Собеседник «Дня» Сергей Тигипко относится к той группе
«исполняющих обязанности» министров отставленного Кабмина, которые с оптимизмом
смотрят в будущее, решительно рассчитывают доделать начатое и все еще надеются
на приход во власть новых реформаторских сил. Обычно чиновники из Кабмина
почти полностью утрачивают связь с внешним миром и плохо представляют себе
проблемы так называемого народа, поскольку для них рабочий день начинается
и заканчивается круговоротом распоряжений, согласований, пробиваний… Обычно
за дополнительную плату. Впрочем, состоявшийся разговор с и.о. вице-премьера
показал, что даже из такого правила есть исключения. Возможно, кого-то
из читателей не убедят ответы Сергея Тигипко. Однако, как нам кажется,
искренность его позиции не вызывает сомнений. Что само по себе заслуживает
уважения. В последние дни Сергей Тигипко много времени отдавал переговорам
с кредиторами Украины, поэтому наш первый вопрос именно об этом.
— Каковы результаты переговоров с Международным валютным
фондом?
— Переговоры были тяжелыми, соответственны и результаты.
Ничего такого радостного сказать не могу. У МВФ позиция очень жесткая.
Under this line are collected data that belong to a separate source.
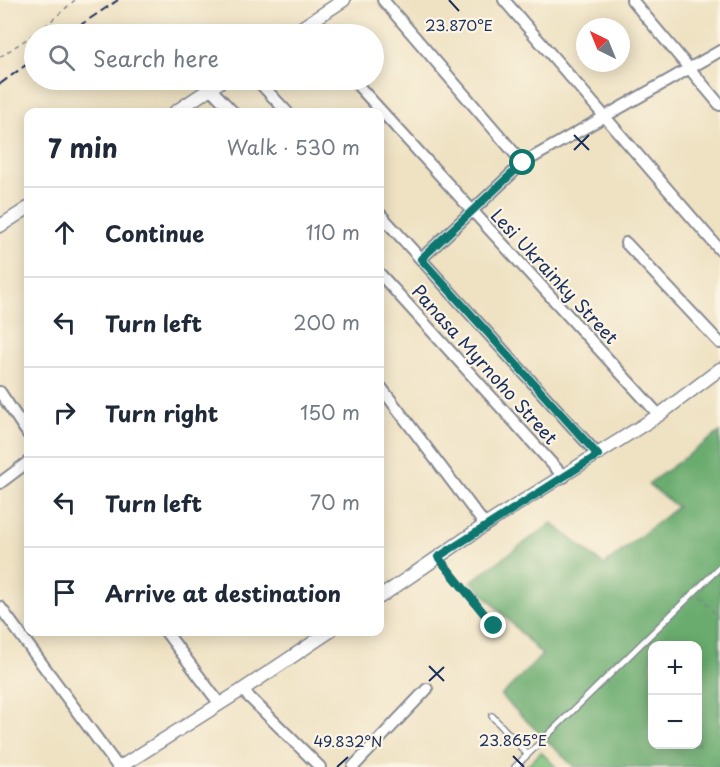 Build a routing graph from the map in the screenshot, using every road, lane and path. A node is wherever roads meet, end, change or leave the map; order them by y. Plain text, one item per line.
1 (75, 0) edge
2 (344, 0) edge
3 (383, 0) edge
4 (504, 0) edge
5 (632, 0) edge
6 (48, 24) edge
7 (316, 24) edge
8 (24, 41) edge
9 (720, 51) edge
10 (0, 57) edge
11 (689, 68) junction
12 (207, 90) edge
13 (212, 90) edge
14 (266, 90) edge
15 (362, 90) edge
16 (720, 105) edge
17 (182, 108) edge
18 (229, 108) edge
19 (283, 108) edge
20 (378, 108) edge
21 (384, 115) edge
22 (606, 116) junction
23 (523, 163) junction
24 (24, 211) edge
25 (470, 211) junction
26 (384, 218) edge
27 (0, 226) edge
28 (626, 243) dead end
29 (720, 250) edge
30 (421, 259) junction
31 (384, 278) edge
32 (720, 343) edge
33 (720, 369) edge
34 (384, 391) edge
35 (0, 392) edge
36 (659, 415) junction
37 (24, 428) edge
38 (598, 455) junction
39 (24, 465) edge
40 (564, 477) junction
41 (0, 483) edge
42 (485, 525) junction
43 (438, 557) junction
44 (720, 567) edge
45 (695, 591) junction
46 (384, 594) edge
47 (0, 607) edge
48 (720, 619) edge
49 (494, 626) dead end
50 (169, 636) edge
51 (323, 636) edge
52 (428, 689) dead end
53 (242, 690) junction
54 (219, 703) junction
55 (492, 716) dead end
56 (527, 754) junction
57 (119, 767) edge
58 (320, 767) edge
59 (353, 767) edge
60 (515, 767) edge

1 - 6 path
2 - 7 street
3 - 23 street
4 - 22 street
5 - 11 street
8 - 10 path
9 - 11 street
11 - 16 street
11 - 22 street
12 - 17 street
13 - 18 street
14 - 19 street
15 - 20 street, Lesi Ukrainky Street
21 - 25 street, Lesi Ukrainky Street
22 - 23 street
22 - 29 street
23 - 25 street
24 - 27 street
25 - 30 street
25 - 36 street, Lesi Ukrainky Street
26 - 30 street
28 - 32 street
30 - 38 street
31 - 40 street, Panasa Myrnoho Street
33 - 36 street
34 - 42 street
35 - 37 street
36 - 38 street
38 - 40 street
39 - 41 street
40 - 42 street
42 - 43 street
43 - 46 street
43 - 49 lane
44 - 45 lane
45 - 48 path
45 - 56 lane
47 - 57 street
50 - 54 street
51 - 53 street
52 - 59 street
53 - 54 street
53 - 58 street
54 - 57 street
55 - 56 lane
56 - 60 lane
Они выставили очень жесткие условия, требующие от нас действий по ряду
направлений. Прежде всего… да практически по всем трем направлениям, от
которых зависит экономический рост. По макроэкономической стабилизации,
по фискальным реформам, по структурным реформам: дерегуляции, приватизации,
административной реформе, энергетике, сельскому хозяйству...
— Продолжение сотрудничества с Украиной нередко увязывают
с некими «радикальными» реформами. Как вы думаете, что должно пониматься
под словом «радикальные»? Какие шаги власти и какие изменения в экономике
будут оценены как «радикальные», чтобы с нами возобновили отношения бывшие
партнеры?
— Мне кажется, что мы в какой-то мере сами себя заводим,
называя свои реформы «кардинальными», «радикальными» и т.п. То есть думаем
не столько о сути, сколько об оболочке. Для меня это — просто прагматичные,
деполитизированые действия, которые необходимо сделать для того, чтобы
экономика ожила и заработала. Что я сюда включаю? Когда мы говорим о фискальной
политике, то это прежде всего рациональный бюджет: тратим столько, сколько
зарабатываем, не раздуваем доходную часть бюджета, в бюджете «вычищаем»
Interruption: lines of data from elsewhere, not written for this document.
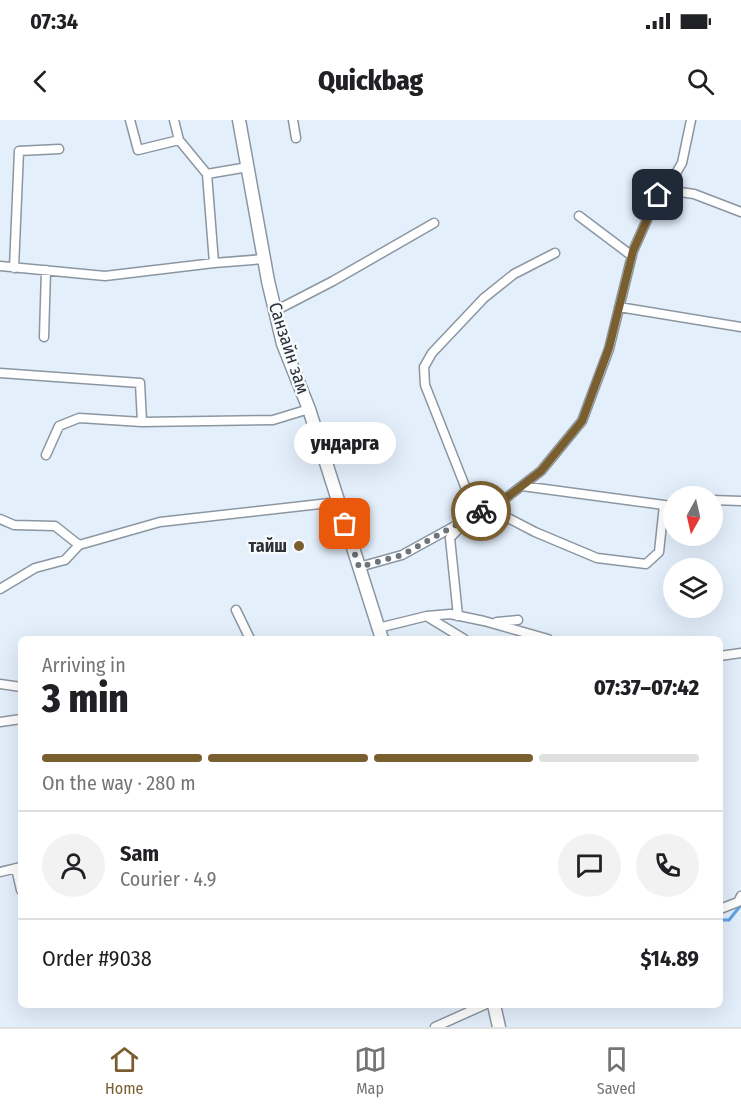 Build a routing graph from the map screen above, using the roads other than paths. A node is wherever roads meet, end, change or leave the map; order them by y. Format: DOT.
graph roads {
  1 [pos="130,120"];
  2 [pos="174,120"];
  3 [pos="239,120"];
  4 [pos="293,120"];
  5 [pos="691,120"];
  6 [pos="296,138"];
  7 [pos="179,140"];
  8 [pos="59,149"];
  9 [pos="248,167"];
  10 [pos="207,174"];
  11 [pos="666,190"];
  12 [pos="741,212"];
  13 [pos="579,216"];
  14 [pos="434,223"];
  15 [pos="555,253"];
  16 [pos="632,256"];
  17 [pos="264,259"];
  18 [pos="214,263"];
  19 [pos="0,266"];
  20 [pos="14,267"];
  21 [pos="46,270"];
  22 [pos="619,307"];
  23 [pos="275,311"];
  24 [pos="741,327"];
  25 [pos="44,337"];
  26 [pos="0,373"];
  27 [pos="309,409"];
  28 [pos="142,422"];
  29 [pos="46,455"];
  30 [pos="522,486"];
  31 [pos="723,500"];
  32 [pos="741,501"];
  33 [pos="338,502"];
  34 [pos="663,505"];
  35 [pos="489,508"];
  36 [pos="663,514"];
  37 [pos="472,517"];
  38 [pos="0,519"];
  39 [pos="79,545"];
  40 [pos="359,567"];
  41 [pos="0,589"];
  42 [pos="236,610"];
  43 [pos="427,616"];
  44 [pos="458,616"];
  45 [pos="518,620"];
  46 [pos="484,621"];
  47 [pos="380,633"];
  48 [pos="249,636"];
  49 [pos="459,636"];
  50 [pos="537,636"];
  51 [pos="741,653"];
  52 [pos="723,656"];
  53 [pos="0,684"];
  54 [pos="18,687"];
  55 [pos="18,719"];
  56 [pos="0,722"];
  57 [pos="18,868"];
  58 [pos="0,872"];
  59 [pos="741,896"];
  60 [pos="723,908"];
  61 [pos="477,1008"];
  62 [pos="495,1008"];
  63 [pos="435,1027"];
  64 [pos="499,1027"];
  1 -- 7 [label="street"];
  2 -- 7 [label="street"];
  3 -- 9 [label="main road, Санзайн зам"];
  4 -- 6 [label="street"];
  5 -- 11 [label="street"];
  7 -- 10 [label="street"];
  8 -- 20 [label="street"];
  9 -- 10 [label="street"];
  9 -- 17 [label="main road, Санзайн зам"];
  10 -- 18 [label="street"];
  11 -- 12 [label="street"];
  11 -- 16 [label="street"];
  13 -- 16 [label="street"];
  14 -- 23 [label="street"];
  15 -- 37 [label="street"];
  16 -- 22 [label="street"];
  17 -- 18 [label="street"];
  17 -- 23 [label="main road, Санзайн зам"];
  18 -- 21 [label="street"];
  19 -- 20 [label="street"];
  20 -- 21 [label="street"];
  21 -- 25 [label="street"];
  22 -- 24 [label="street"];
  22 -- 30 [label="street"];
  23 -- 27 [label="main road, Санзайн зам"];
  26 -- 28 [label="street"];
  27 -- 28 [label="street"];
  27 -- 33 [label="main road, Санзайн зам"];
  28 -- 29 [label="street"];
  30 -- 34 [label="street"];
  30 -- 35 [label="street"];
  31 -- 32 [label="street"];
  33 -- 39 [label="street"];
  33 -- 40 [label="main road, Санзайн зам"];
  35 -- 36 [label="street"];
  35 -- 37 [label="street"];
  37 -- 40 [label="street"];
  37 -- 44 [label="street"];
  38 -- 39 [label="street"];
  39 -- 41 [label="street"];
  40 -- 47 [label="main road, Санзайн зам"];
  42 -- 48 [label="street"];
  43 -- 44 [label="street"];
  43 -- 47 [label="street"];
  43 -- 49 [label="street"];
  44 -- 46 [label="street"];
  45 -- 46 [label="street"];
  46 -- 50 [label="street"];
  51 -- 52 [label="street"];
  53 -- 54 [label="street"];
  55 -- 56 [label="street"];
  57 -- 58 [label="street"];
  59 -- 60 [label="street"];
  61 -- 63 [label="street"];
  62 -- 64 [label="main road"];
}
все льготы, которых навыдавали неизвестно сколько и неизвестно кому. Когда
говорим об административной реформе — это значит, что принятые «административные»
указы надо довести до сознания общества, сформировать новую структуру министерств,
проверив сначала их функции. И еще — пересмотреть изменения по аппарату
Кабинета Министров, убрать отраслевые отделы, принять закон о Кабинете
Министров, чтобы определиться со статусом министров, принять концепцию
реформирования государственной службы и тоже определиться с запущенными
вещами.
Что касается приватизации, то тут нас ждет новый этап:
приватизация за деньги без каких-то нагрузок по инвестиционным обязательствам.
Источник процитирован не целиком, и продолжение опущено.